There was a period when the chase was not considered to be incompatible with the functions of the sacred office. On this subject Cowper exclaims, with just and indignant feeling—
Is this the path of sanctity? Is this
To stand a way-mark in the road to bliss?
Go, cast your orders at your bishop's feet,
Send your dishonour'd gown to Monmouth-street!
The sacred function in your hands is made—
Sad sacrilege! no function, but a trade!
The Progress of Error.
The danger of popular applause:
O popular applause! what heart of man
Is proof against thy sweet seducing charms?
The wisest and the best feel urgent need
Of all their caution in the gentlest gales;
But, swell'd into a gust—who then, alas!
With all his canvass set, and inexpert,
And therefore heedless, can withstand thy power?
Ah, spare your idol! think him human still.
Charms he may have, but he has frailties too!
Dote not too much, nor spoil what ye admire.
These rebukes, pungent as they are, were needed. The works of Mrs. Hannah More bear unquestionable testimony to this fact. But we may now record with gratitude a very perceptible change, and appeal to the evidences of reviving piety among all classes of the clergy.
Though the singular and mysterious malady of Cowper has been the occasion of repeated remark, yet we cannot dismiss the subject without a few concluding reflections.

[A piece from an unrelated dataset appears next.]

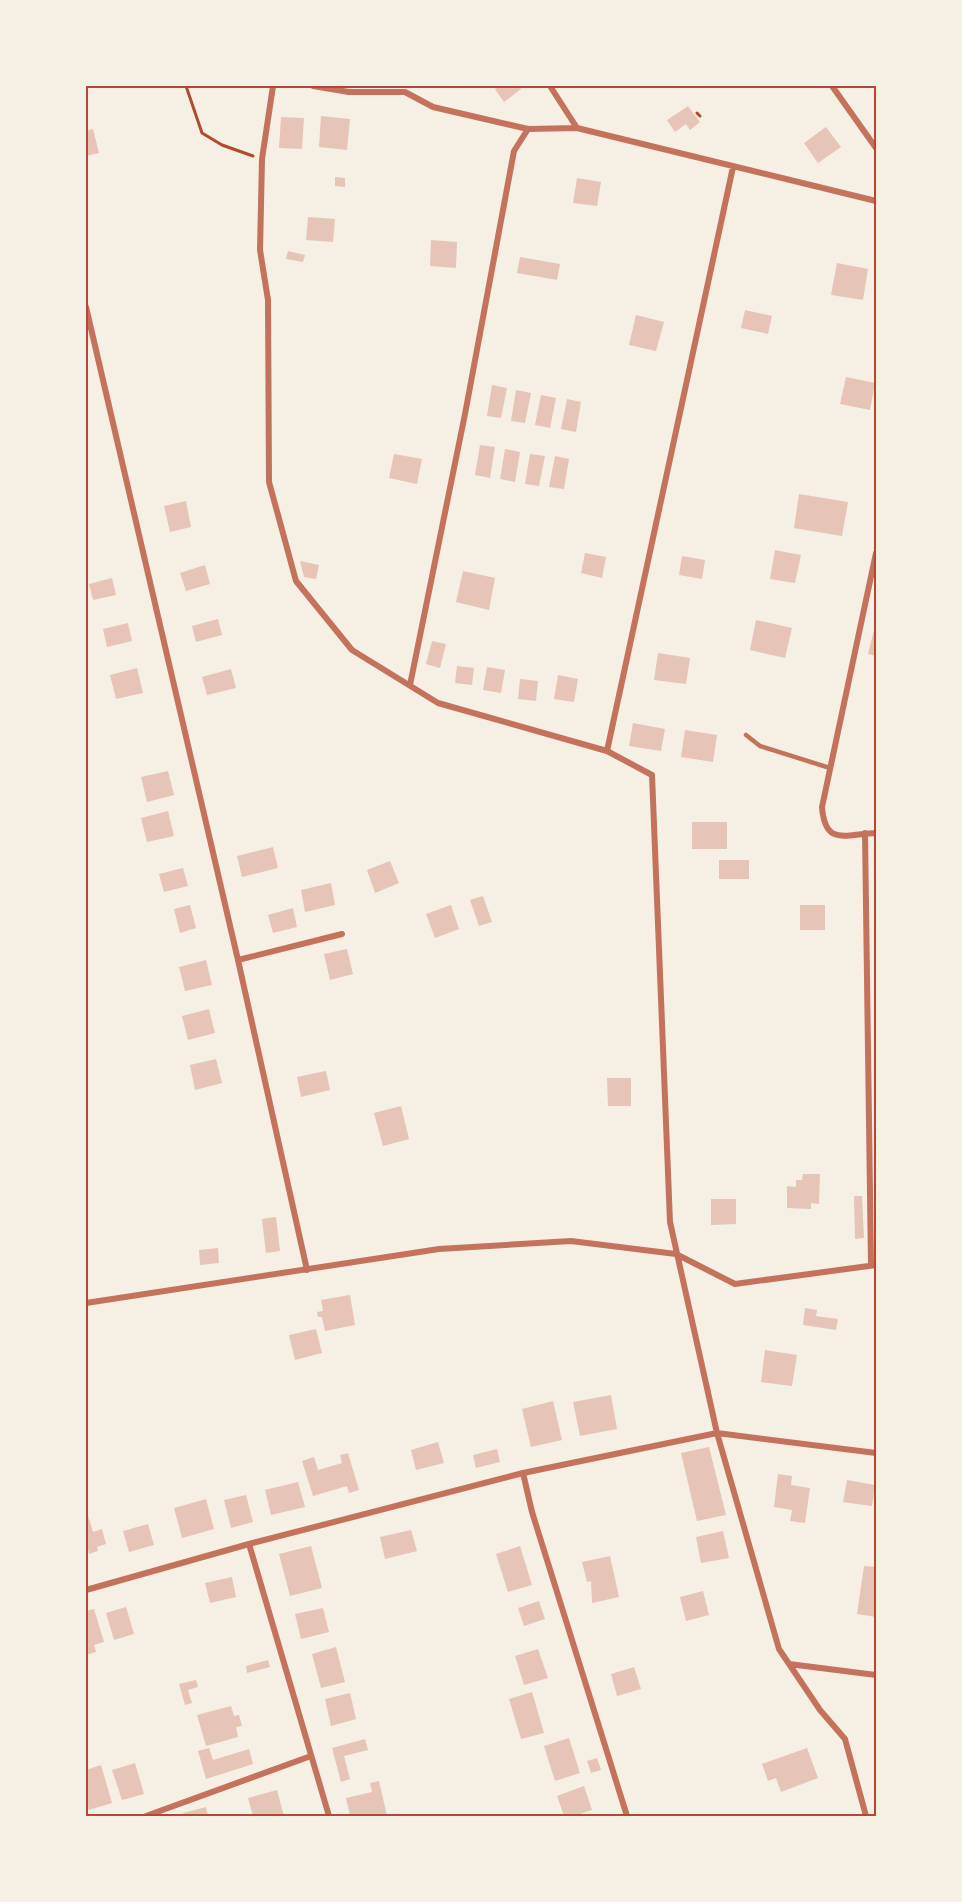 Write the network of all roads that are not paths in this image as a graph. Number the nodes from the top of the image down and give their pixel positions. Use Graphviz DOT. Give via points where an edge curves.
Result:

In contrasting with his other letters the correspondence with Newton, the chosen depositary of all his secret woe, it is difficult to recognise in the writer the same identity of character. His mind appears to have undergone some transforming process, and the gay and lively tints of his sportive imagination to be suddenly shrouded in the gloom of a mysterious and appalling darkness. We seem to enter into the regions of sorrow and despair, and to trace the terrific inscription so finely drawn by the poet, in his celebrated "Inferno:"
"Voi ch' entrate lasciate ogni speranza."[787]
Ye who enter here leave all hope behind.